**Problem to solve**
Lines containing the word "Shafter" are the ones to copy from the records below.

**Records from a dataset**

________________________________________

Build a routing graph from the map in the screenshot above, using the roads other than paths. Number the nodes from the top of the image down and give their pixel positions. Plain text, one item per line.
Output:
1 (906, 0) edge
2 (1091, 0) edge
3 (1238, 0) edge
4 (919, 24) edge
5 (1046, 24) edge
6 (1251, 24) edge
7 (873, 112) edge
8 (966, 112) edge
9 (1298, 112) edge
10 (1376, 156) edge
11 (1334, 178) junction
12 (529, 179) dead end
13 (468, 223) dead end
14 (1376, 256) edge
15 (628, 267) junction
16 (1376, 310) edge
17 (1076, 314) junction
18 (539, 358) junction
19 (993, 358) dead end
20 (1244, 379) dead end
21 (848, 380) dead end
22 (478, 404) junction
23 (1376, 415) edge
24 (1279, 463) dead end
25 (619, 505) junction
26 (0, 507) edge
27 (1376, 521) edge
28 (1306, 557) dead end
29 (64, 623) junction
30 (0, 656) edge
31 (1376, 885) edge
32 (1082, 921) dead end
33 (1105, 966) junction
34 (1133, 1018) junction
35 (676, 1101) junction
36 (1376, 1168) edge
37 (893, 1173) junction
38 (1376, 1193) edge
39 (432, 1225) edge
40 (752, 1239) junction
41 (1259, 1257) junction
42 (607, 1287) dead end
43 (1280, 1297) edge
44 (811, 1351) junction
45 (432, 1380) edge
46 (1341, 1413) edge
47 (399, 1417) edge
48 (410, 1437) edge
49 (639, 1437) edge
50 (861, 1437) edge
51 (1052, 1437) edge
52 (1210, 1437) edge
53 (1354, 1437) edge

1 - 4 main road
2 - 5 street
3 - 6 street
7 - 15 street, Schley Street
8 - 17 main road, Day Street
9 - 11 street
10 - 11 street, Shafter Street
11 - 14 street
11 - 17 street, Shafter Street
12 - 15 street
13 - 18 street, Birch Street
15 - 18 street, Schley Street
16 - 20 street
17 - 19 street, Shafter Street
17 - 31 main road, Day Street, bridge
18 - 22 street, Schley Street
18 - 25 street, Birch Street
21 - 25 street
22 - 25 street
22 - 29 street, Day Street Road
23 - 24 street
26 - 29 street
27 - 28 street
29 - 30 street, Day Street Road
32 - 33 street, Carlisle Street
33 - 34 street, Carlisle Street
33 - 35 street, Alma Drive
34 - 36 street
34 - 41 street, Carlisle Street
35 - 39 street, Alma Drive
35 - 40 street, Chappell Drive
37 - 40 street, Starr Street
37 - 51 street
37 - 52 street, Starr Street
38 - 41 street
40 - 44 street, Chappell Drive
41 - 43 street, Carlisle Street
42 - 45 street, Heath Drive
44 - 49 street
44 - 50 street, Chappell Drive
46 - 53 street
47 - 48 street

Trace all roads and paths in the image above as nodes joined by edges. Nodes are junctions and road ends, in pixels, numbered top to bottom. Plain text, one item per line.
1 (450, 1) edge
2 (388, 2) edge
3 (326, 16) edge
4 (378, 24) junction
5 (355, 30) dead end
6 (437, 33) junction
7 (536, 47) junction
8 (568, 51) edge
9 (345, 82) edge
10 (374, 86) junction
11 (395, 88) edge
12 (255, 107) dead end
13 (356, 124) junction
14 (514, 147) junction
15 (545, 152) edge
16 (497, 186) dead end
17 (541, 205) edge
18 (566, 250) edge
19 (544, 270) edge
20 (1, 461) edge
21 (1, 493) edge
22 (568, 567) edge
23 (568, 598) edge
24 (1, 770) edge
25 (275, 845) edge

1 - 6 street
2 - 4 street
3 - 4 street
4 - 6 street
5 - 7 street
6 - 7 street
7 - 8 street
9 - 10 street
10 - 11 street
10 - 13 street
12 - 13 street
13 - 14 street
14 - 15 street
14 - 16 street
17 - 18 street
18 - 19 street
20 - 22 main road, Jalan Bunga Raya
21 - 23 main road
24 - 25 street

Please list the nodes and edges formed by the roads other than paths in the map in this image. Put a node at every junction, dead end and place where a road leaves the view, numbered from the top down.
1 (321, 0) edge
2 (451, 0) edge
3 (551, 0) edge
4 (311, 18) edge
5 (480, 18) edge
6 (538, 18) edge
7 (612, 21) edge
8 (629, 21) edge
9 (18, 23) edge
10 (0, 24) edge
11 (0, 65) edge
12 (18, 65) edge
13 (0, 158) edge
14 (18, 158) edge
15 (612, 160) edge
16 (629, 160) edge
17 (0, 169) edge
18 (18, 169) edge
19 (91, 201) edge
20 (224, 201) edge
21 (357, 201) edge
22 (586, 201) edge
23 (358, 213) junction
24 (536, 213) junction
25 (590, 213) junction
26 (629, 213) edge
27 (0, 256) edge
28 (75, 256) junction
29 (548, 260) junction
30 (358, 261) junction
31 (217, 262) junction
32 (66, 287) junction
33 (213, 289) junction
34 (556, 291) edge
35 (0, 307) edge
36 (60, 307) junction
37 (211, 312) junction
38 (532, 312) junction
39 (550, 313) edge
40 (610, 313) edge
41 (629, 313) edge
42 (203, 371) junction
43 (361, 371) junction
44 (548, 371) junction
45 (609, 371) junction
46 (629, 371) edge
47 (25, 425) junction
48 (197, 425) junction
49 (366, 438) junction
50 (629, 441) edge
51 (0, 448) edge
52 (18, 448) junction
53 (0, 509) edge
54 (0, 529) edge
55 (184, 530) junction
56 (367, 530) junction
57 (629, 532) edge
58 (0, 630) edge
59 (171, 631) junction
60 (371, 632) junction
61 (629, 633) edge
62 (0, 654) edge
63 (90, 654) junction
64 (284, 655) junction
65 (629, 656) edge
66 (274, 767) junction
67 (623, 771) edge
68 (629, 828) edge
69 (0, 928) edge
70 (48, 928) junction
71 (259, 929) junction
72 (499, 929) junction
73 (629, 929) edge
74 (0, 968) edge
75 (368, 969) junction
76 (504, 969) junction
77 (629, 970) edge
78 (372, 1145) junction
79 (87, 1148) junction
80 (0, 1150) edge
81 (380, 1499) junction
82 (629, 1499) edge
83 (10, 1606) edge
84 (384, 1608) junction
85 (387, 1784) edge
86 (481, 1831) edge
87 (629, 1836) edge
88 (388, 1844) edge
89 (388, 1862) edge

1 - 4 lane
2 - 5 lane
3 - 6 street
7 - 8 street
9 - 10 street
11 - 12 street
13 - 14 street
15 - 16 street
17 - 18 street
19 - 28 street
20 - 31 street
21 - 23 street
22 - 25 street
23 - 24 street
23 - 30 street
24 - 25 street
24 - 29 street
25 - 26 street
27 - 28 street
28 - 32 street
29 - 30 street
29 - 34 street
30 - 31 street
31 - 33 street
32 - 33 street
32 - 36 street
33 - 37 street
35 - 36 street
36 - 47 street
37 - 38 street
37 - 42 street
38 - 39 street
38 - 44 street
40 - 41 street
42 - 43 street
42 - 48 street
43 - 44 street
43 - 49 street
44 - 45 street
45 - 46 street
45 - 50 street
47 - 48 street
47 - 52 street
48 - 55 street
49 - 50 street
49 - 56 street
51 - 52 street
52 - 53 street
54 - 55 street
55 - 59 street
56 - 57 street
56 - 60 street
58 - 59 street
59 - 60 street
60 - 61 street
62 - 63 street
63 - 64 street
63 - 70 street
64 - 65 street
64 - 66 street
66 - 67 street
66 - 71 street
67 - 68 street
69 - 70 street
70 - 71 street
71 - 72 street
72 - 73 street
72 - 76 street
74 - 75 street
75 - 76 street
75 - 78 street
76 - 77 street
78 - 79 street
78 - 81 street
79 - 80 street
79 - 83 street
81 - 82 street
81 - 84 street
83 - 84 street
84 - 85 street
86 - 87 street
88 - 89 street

________________________________________

**Result for this task**
10 - 11 street, Shafter Street
11 - 17 street, Shafter Street
17 - 19 street, Shafter Street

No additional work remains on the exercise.